Two separate anthologies have welcomed stories of mine this month, which is a nice Valentine’s Day/Lupercalia treat.
The first is another entry in the New York Times-bestselling Black Tide Rising anthology, United We Stand, and I’m overjoyed to be listed right there on the cover. My contribution is “Isle of Masks and Blood”, another episode in the life of former hitman Silvio Cipriano, trying to protect his family and fellow survivors in the zombie apocalypse… this time in the city of Venice (one of my favorite places in the world).
The first story in the series, appearing in the previous We Shall Rise anthology, introduced Silvio living in a quiet life in Umbria with his daughter and a group of survivors. The worst of a zombie apocalypse is over, and the focus is on trying to pick up the pieces of a shattered world; Silvio has been instrumental in creating a Trade Road that is steadily connecting other survivor enclaves across Italy. Collaboration, not selfish hoarding and shooting people for asking for a bottle of aspirin, is what people would have to do when the world falls. When Silvio’s daughter vanishes, he discovers an insidious enemy dwelling in their midst…
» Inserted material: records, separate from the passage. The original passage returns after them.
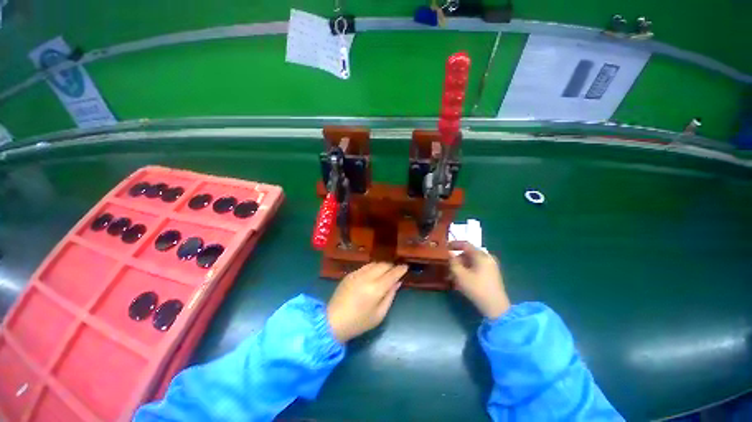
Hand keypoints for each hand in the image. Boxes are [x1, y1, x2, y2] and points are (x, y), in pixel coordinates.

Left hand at [327, 262, 407, 342]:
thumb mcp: (379, 314)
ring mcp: (357, 274)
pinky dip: (372, 268)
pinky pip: (365, 267)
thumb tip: (397, 282)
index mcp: (376, 289)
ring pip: (374, 263)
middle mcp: (367, 277)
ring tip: (385, 272)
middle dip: (391, 266)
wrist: (333, 321)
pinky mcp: (350, 274)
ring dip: (382, 266)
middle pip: (383, 265)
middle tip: (395, 271)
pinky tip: (372, 274)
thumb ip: (390, 296)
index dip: (400, 269)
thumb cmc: (359, 322)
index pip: (392, 274)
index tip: (406, 267)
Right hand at [449, 241, 509, 318]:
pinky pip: (476, 268)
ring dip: (461, 267)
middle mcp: (488, 258)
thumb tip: (449, 253)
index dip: (454, 244)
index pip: (465, 245)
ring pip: (471, 262)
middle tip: (447, 267)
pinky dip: (467, 271)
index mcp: (481, 255)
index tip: (444, 247)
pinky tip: (461, 281)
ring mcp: (491, 267)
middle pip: (468, 254)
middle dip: (456, 260)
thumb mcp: (460, 274)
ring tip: (452, 276)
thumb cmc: (476, 288)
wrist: (495, 307)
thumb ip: (453, 261)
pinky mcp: (492, 275)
This sequel story is set a year later, and moves the action to Venice. Silvio and his group are arriving at the City of Masks as emissaries (Venice is the one city that hasn’t joined the Trade Road, preferring total isolation from the outside world.) The adventure that follows is a grim, high-octane tale set in among labyrinthine streets, canals and factions jockeying for power.
Here’s the intro:
The last time he was on a boat he had to kill six people.
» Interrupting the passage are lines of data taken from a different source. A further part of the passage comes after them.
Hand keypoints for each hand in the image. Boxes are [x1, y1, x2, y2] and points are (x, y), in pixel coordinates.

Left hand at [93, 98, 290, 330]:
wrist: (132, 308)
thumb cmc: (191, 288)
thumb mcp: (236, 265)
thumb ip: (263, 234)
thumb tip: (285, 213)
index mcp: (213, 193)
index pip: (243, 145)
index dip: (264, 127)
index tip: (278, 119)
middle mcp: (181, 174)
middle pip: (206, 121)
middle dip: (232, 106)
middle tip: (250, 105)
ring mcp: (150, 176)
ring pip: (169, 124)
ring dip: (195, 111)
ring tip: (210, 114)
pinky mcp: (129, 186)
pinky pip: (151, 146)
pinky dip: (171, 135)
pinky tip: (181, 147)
It had been messy work, and dumping their bodies overboard had filled him with a strange anxiety that remained long after he’d cashed the assignment check. Silvio Cipriano didn’t usually remember his dreams, though in the years since he was haunted by a recurring nightmare: he was back on that private yacht, staring down into the Adriatic Sea. Beneath his reflection were the six corpses, gazing up from their watery grave. They were rotted, slimy, all skeletal grins and seaweed hair, pointing bony fingers and saying–
“Papa?” his daughter Caterina tugged at his sleeve, distracting him from his morbid reverie. “Look!”
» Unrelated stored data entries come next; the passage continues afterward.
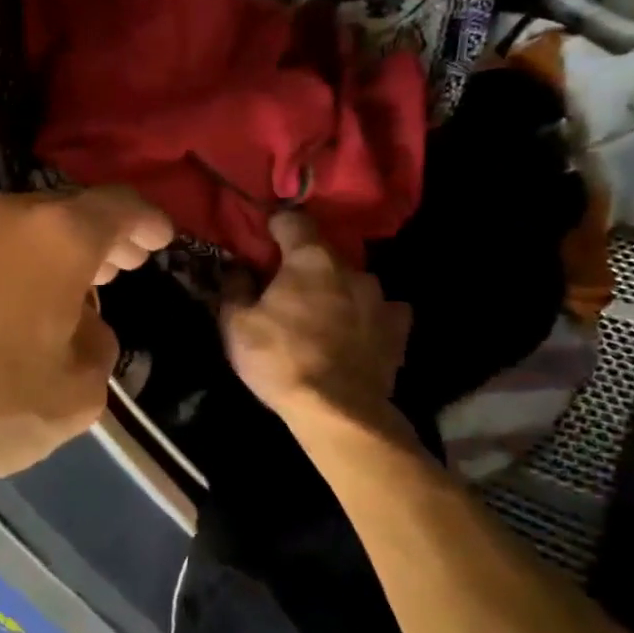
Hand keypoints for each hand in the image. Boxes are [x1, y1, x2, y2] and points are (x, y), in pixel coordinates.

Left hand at [0, 187, 171, 484]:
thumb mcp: (72, 397)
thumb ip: (99, 350)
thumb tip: (85, 326)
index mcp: (58, 237)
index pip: (120, 208)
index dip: (149, 222)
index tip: (161, 239)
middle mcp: (9, 214)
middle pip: (71, 212)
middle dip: (104, 239)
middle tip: (126, 265)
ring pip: (29, 227)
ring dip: (59, 252)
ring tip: (78, 288)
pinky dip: (21, 262)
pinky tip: (22, 302)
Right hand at [221, 211, 411, 425]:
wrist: (338, 412)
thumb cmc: (281, 360)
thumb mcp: (237, 325)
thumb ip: (235, 288)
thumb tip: (238, 268)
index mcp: (310, 258)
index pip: (294, 220)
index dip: (277, 225)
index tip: (265, 236)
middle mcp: (350, 269)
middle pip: (324, 253)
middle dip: (304, 263)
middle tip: (286, 286)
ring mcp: (380, 298)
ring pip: (352, 281)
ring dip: (335, 290)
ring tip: (320, 314)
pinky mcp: (398, 329)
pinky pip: (380, 310)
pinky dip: (365, 315)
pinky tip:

Sitting beside him in the speeding vaporetto, she pressed her little hands to the window, eyes wide, and pointed.
Additionally, I have a story in the latest Weird World War book. The previous volumes explored World War 3 and World War 4; this time it’s Weird World War China, where my fellow authors and I were tasked with imagining conflict between the world’s two superpowers.
My contribution is “Flawed Evolution”, a Cronenberg-esque tale of UFO invasion and the nightmarish effect this has on geopolitics (and more!) Three organic craft come to Earth and cause devastating ecological damage. A united humanity eventually manages to shoot them down… and it’s here that my story opens, with the mad scramble between U.S. and Chinese governments trying to reverse-engineer the UFOs in what has become a dreadful new arms race. Percolating in the background are a pair of questions: why did the UFOs come here… and what are the ramifications of tinkering with technologies we can barely understand?
Here’s the intro:
They awakened her around 2 A.M. and said it was an emergency. Her first thought was that Ezekiel had come back to life–it was always trying. Throwing on her clothes, Dr. Marguerite Chapman of the National Defense Research Committee went from her trailer to the mobile command center–really, just a larger trailer on the India-China border. Adjusting her glasses, she studied the monitor array.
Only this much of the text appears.